As an editor, I have to search for ways to motivate authors to bring their characters fully to life. In the early stages of an edit I will try different tactics. On a large scale, I might suggest composing character sketches. On a granular level, I might edit one scene with a dozen prompts that say: What is the character feeling now? Authors have varying abilities to respond with anything that truly reveals character. So sometimes the editorial prism itself has to be altered in order to produce results. Here is one method that works.
Most authors understand that a unified point of view in the narration can produce greater personal depth. Simply being with a character more allows a reader to get to know them better. An author can use that principle in different ways. If a lead character does not control the point of view of a scene he is in, the scene can be rewritten to use his POV. If you do that for even a half dozen scenes, the reader is going to see things his way more often.

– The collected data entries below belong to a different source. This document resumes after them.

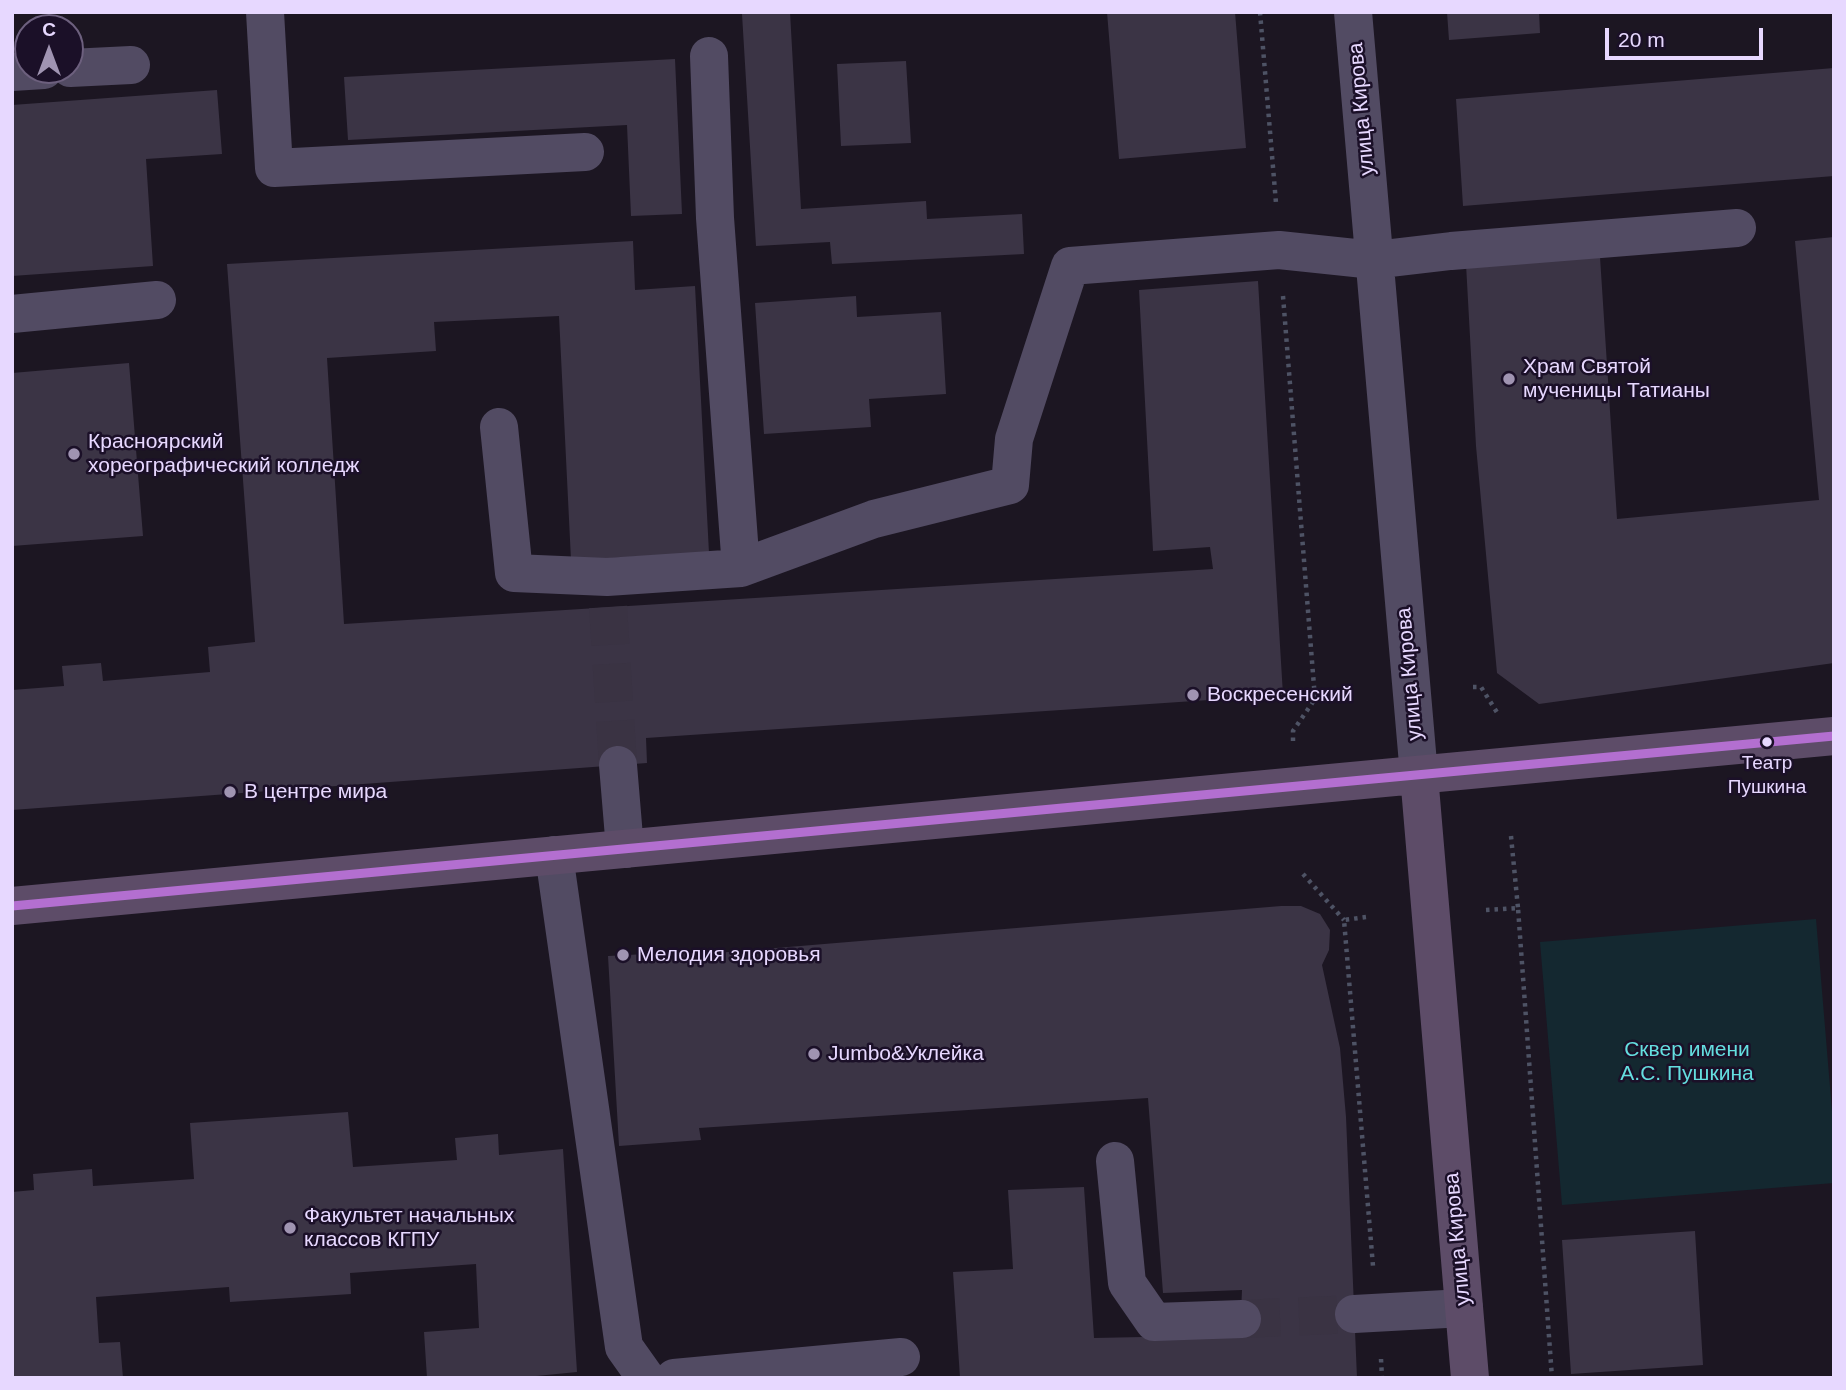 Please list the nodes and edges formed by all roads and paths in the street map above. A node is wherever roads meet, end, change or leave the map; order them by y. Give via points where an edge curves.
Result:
1 (265, 12) edge
2 (1261, 12) edge
3 (1353, 12) edge
4 (709, 56) dead end
5 (131, 65) dead end
6 (84, 67) edge
7 (585, 152) dead end
8 (1737, 228) dead end
9 (1279, 250) junction
10 (1374, 260) junction
11 (157, 300) dead end
12 (12, 314) edge
13 (499, 427) dead end
14 (741, 568) junction
15 (1472, 687) dead end
16 (1342, 698) dead end
17 (1315, 699) junction
18 (1498, 714) dead end
19 (1834, 736) edge
20 (1294, 744) dead end
21 (618, 765) tunnel mouth
22 (1419, 775) junction
23 (1511, 836) dead end
24 (625, 849) junction
25 (554, 855) junction
26 (1303, 874) dead end
27 (12, 906) edge
28 (1518, 908) junction
29 (1486, 910) dead end
30 (1366, 917) dead end
31 (1344, 920) junction
32 (1115, 1161) dead end
33 (1464, 1308) junction
34 (1365, 1313) junction
35 (1242, 1319) tunnel mouth
36 (901, 1357) dead end
37 (646, 1378) edge
38 (674, 1378) edge
39 (1382, 1378) edge
40 (1470, 1378) edge
41 (1552, 1378) edge

1 - 7 street via 274,168
2 - 9 path
3 - 10 street, улица Кирова
4 - 14 street via 715,218
5 - 6 street
8 - 10 street
9 - 10 street
9 - 14 street via 1070,266 1014,439 1010,485 874,519
9 - 17 path
10 - 22 street, улица Кирова
11 - 12 street
13 - 14 street via 514,573 607,592
15 - 18 path via 1481,687
16 - 17 path
17 - 20 path via 1293,731
19 - 22 main road
21 - 24 street
22 - 24 main road
22 - 33 main road, улица Кирова
23 - 28 path
24 - 25 main road
25 - 27 main road
25 - 37 street via 624,1347
26 - 31 path
28 - 29 path
28 - 41 path
30 - 31 path
31 - 34 path
32 - 35 street via 1127,1283 1154,1322
33 - 34 street
33 - 40 main road, улица Кирова
34 - 39 path
36 - 38 street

A narrative that contains indirect quotations most likely indicates that the author is standing outside her own story. Unless your protagonist clearly has a distinctive voice, indirect quotes should be changed to dialogue. The immediacy can draw a reader to a character. The words are not cloaked any longer by the author reporting on the scene. They are given directly, the way words emerge from within all of us. As a plus, a reader can often imagine that she would say the same thing in that situation. I cannot tell you how many times a scene that seemed dead became sparked with personality after making this basic change.
Another technique is derived from the direct-dialogue principle. Words do not need to be spoken aloud to evince character. If a character has a thought that is almost exactly what he would say—“I wish that guy would go to hell”—you have penetrated inside the character’s mind. Many authors like to put these “quoted” thoughts in italic type, to set them off from the omniscient narration. The reader grasps the meaning, with the added benefit that he feels he is an insider as the action is occurring. Once an author becomes comfortable with this technique, the story can become filled with thoughts. Even better, the author can start to devise unspoken worries prior to a plot event that drive anticipation of what will happen.

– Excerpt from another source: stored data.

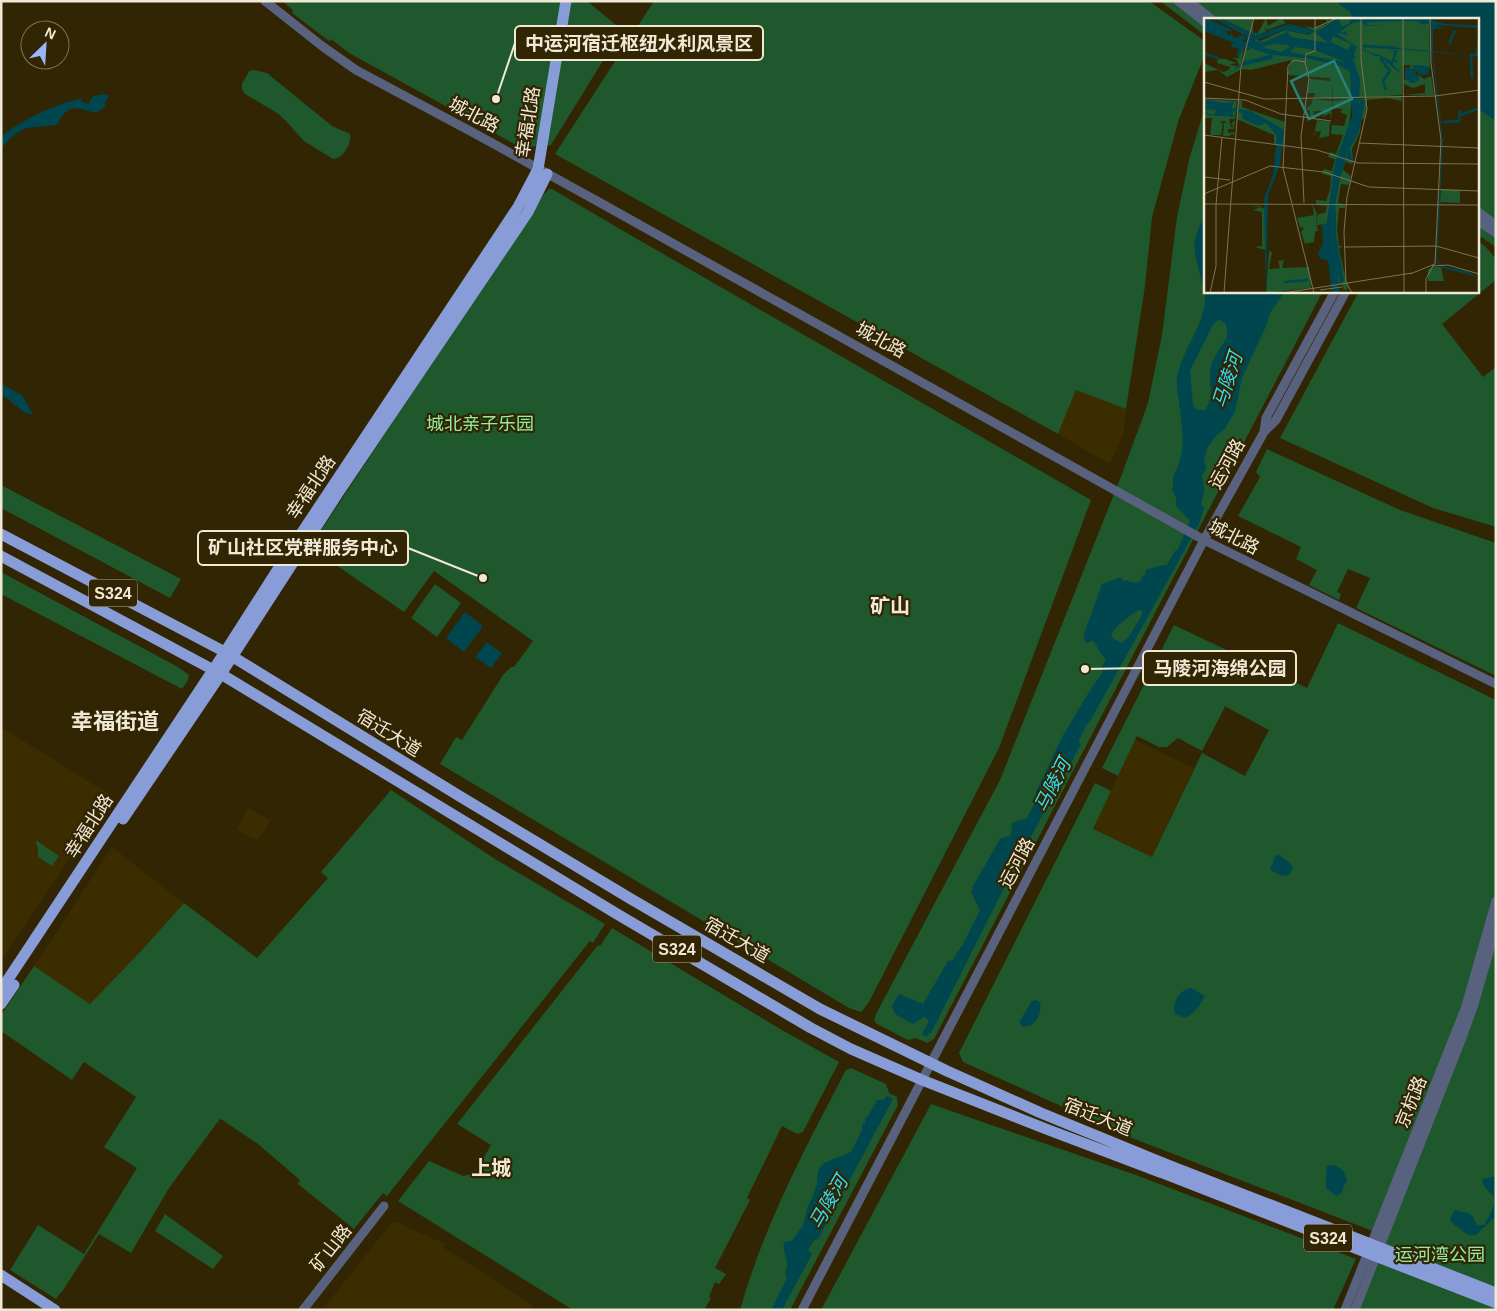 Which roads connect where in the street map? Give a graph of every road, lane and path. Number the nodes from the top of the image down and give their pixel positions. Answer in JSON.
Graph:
{"nodes":[{"id":1,"x":265,"y":1,"type":"edge"},
{"id":2,"x":566,"y":1,"type":"edge"},
{"id":3,"x":1178,"y":1,"type":"edge"},
{"id":4,"x":1189,"y":1,"type":"edge"},
{"id":5,"x":1210,"y":18,"type":"edge"},
{"id":6,"x":1204,"y":21,"type":"edge"},
{"id":7,"x":543,"y":171,"type":"junction"},
{"id":8,"x":1480,"y":213,"type":"edge"},
{"id":9,"x":1480,"y":222,"type":"edge"},
{"id":10,"x":1496,"y":225,"type":"edge"},
{"id":11,"x":1496,"y":234,"type":"edge"},
{"id":12,"x":1334,"y":292,"type":"edge"},
{"id":13,"x":1345,"y":292,"type":"edge"},
{"id":14,"x":1264,"y":432,"type":"junction"},
{"id":15,"x":1,"y":534,"type":"edge"},
{"id":16,"x":1204,"y":540,"type":"junction"},
{"id":17,"x":1,"y":556,"type":"edge"},
{"id":18,"x":229,"y":654,"type":"junction"},
{"id":19,"x":217,"y":672,"type":"junction"},
{"id":20,"x":1496,"y":684,"type":"edge"},
{"id":21,"x":1496,"y":901,"type":"edge"},
{"id":22,"x":1496,"y":928,"type":"edge"},
{"id":23,"x":1,"y":990,"type":"edge"},
{"id":24,"x":1,"y":1004,"type":"edge"},
{"id":25,"x":930,"y":1063,"type":"junction"},
{"id":26,"x":922,"y":1080,"type":"junction"},
{"id":27,"x":1162,"y":1168,"type":"junction"},
{"id":28,"x":384,"y":1206,"type":"dead end"},
{"id":29,"x":1,"y":1275,"type":"edge"},
{"id":30,"x":1,"y":1282,"type":"edge"},
{"id":31,"x":1496,"y":1293,"type":"edge"},
{"id":32,"x":1496,"y":1303,"type":"edge"},
{"id":33,"x":43,"y":1310,"type":"edge"},
{"id":34,"x":55,"y":1310,"type":"edge"},
{"id":35,"x":303,"y":1310,"type":"edge"},
{"id":36,"x":802,"y":1310,"type":"edge"},
{"id":37,"x":1344,"y":1310,"type":"edge"},
{"id":38,"x":1355,"y":1310,"type":"edge"}],
"edges":[{"from":1,"to":7,"type":"street","name":"城北路"},
{"from":2,"to":7,"type":"main road","name":"幸福北路"},
{"from":3,"to":6,"type":"street"},
{"from":4,"to":5,"type":"street"},
{"from":7,"to":16,"type":"street","name":"城北路"},
{"from":7,"to":18,"type":"main road","name":"幸福北路"},
{"from":8,"to":10,"type":"street"},
{"from":9,"to":11,"type":"street"},
{"from":12,"to":14,"type":"street","name":"运河路"},
{"from":13,"to":14,"type":"street","name":"运河路"},
{"from":14,"to":16,"type":"street","name":"运河路"},
{"from":15,"to":18,"type":"main road","name":"宿迁大道","number":"S324"},
{"from":16,"to":20,"type":"street","name":"城北路"},
{"from":16,"to":25,"type":"street","name":"运河路"},
{"from":17,"to":19,"type":"main road","name":"宿迁大道","number":"S324"},
{"from":18,"to":19,"type":"main road","name":"幸福北路"},
{"from":18,"to":25,"type":"main road","name":"宿迁大道","number":"S324"},
{"from":19,"to":23,"type":"main road","name":"幸福北路"},
{"from":19,"to":24,"type":"main road","name":"幸福北路"},
{"from":19,"to":26,"type":"main road","name":"宿迁大道","number":"S324"},
{"from":21,"to":37,"type":"street","name":"京杭路"},
{"from":22,"to":38,"type":"street","name":"京杭路"},
{"from":25,"to":26,"type":"street","name":"运河路"},
{"from":25,"to":27,"type":"main road","name":"宿迁大道","number":"S324"},
{"from":26,"to":27,"type":"main road","name":"宿迁大道","number":"S324"},
{"from":26,"to":36,"type":"street","name":"运河路"},
{"from":27,"to":31,"type":"main road","name":"宿迁大道","number":"S324","bridge":true},
{"from":27,"to":32,"type":"main road","name":"宿迁大道","number":"S324","bridge":true},
{"from":28,"to":35,"type":"street","name":"矿山路"},
{"from":29,"to":34,"type":"main road"},
{"from":30,"to":33,"type":"main road"}]}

Exercise: Review the text with a single goal in mind: I am going to invite the reader into the story. When you see a sentence that strikes you as bland, or too neutral, your first thought should be the lead character in the scene. Could I convey the idea through her point of view? The plot point is supposed to matter to her, not you.
“People know things and have a remarkable capacity to act in their individual immediate interests all the time.” —Ta-Nehisi Coates
Copyright @ 2024 John Paine. All rights reserved.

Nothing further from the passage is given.